Лейтенант бросился на ее голос, но так и не успел рассмотреть, где именно она пряталась, потому что метрах в двух от него с кинжалом в руке поднялся из травы рослый немец. Андрей вскинул автомат, однако нападавший нырнул под ствол, отбил его и попытался изо всей силы ударить штыком в грудь.
Немцу не хватило буквально нескольких миллиметров, лезвие скользнуло по ткани френча, так и не вспоров его. Ударив ногой в живот, Беркут отбросил гитлеровца, но тот лишь привалился к стволу дерева и, мигом оттолкнувшись от него, снова попытался достать лейтенанта кинжалом.
Андрей мог бы отскочить в сторону и наверняка успел бы выстрелить, однако его уже пленил азарт схватки.
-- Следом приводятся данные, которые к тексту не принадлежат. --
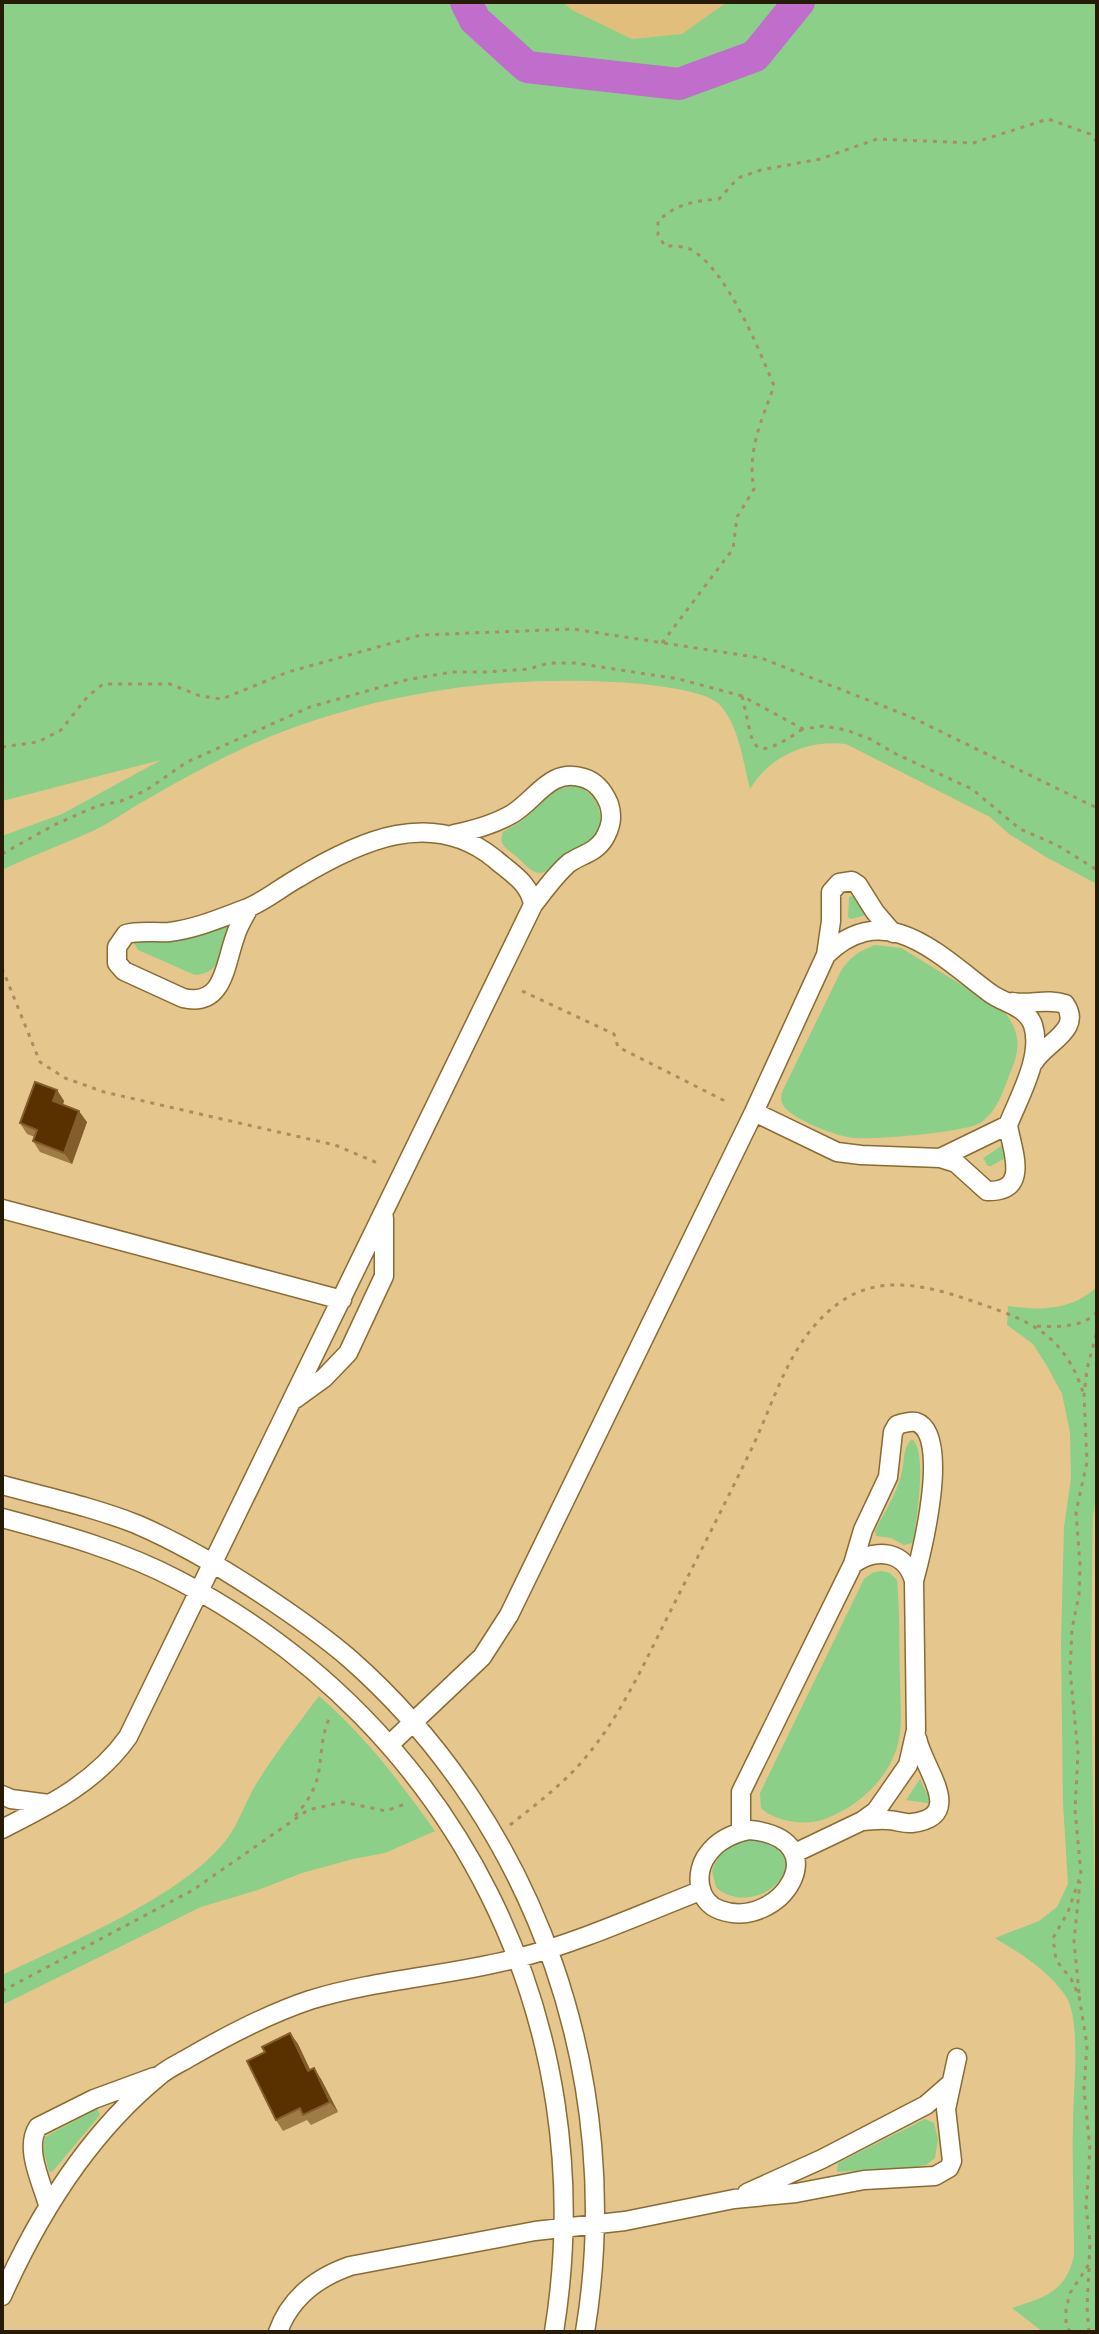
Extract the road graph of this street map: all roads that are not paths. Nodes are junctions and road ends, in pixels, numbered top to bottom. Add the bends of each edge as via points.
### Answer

Он остановил руку противника и, выпустив автомат, резко ударил немца ребром правой руки по ключице. Лицо гитлеровца перекосилось от боли, он согнулся, то ли для того, чтобы ударить его в спину, то ли в попытке нырнуть в сторону и дотянуться до автомата. Но Андрей врубился носком сапога в его коленную чашечку, захватил за волосы и, пригнув, нанес несколько ударов в затылок.
Даже после этого, уже стоя на коленях, обер-ефрейтор все еще пытался дотянуться до него ножом, и только удар ногой в висок заставил его, наконец, рухнуть на землю. А в следующее мгновение оказавшийся рядом с ними Арзамасцев нажал на спусковой крючок автомата.
– Ну и здоров же ты, если устоял против этого бизона, – проговорил Кирилл, поднимая нож убитого и протягивая его Беркуту.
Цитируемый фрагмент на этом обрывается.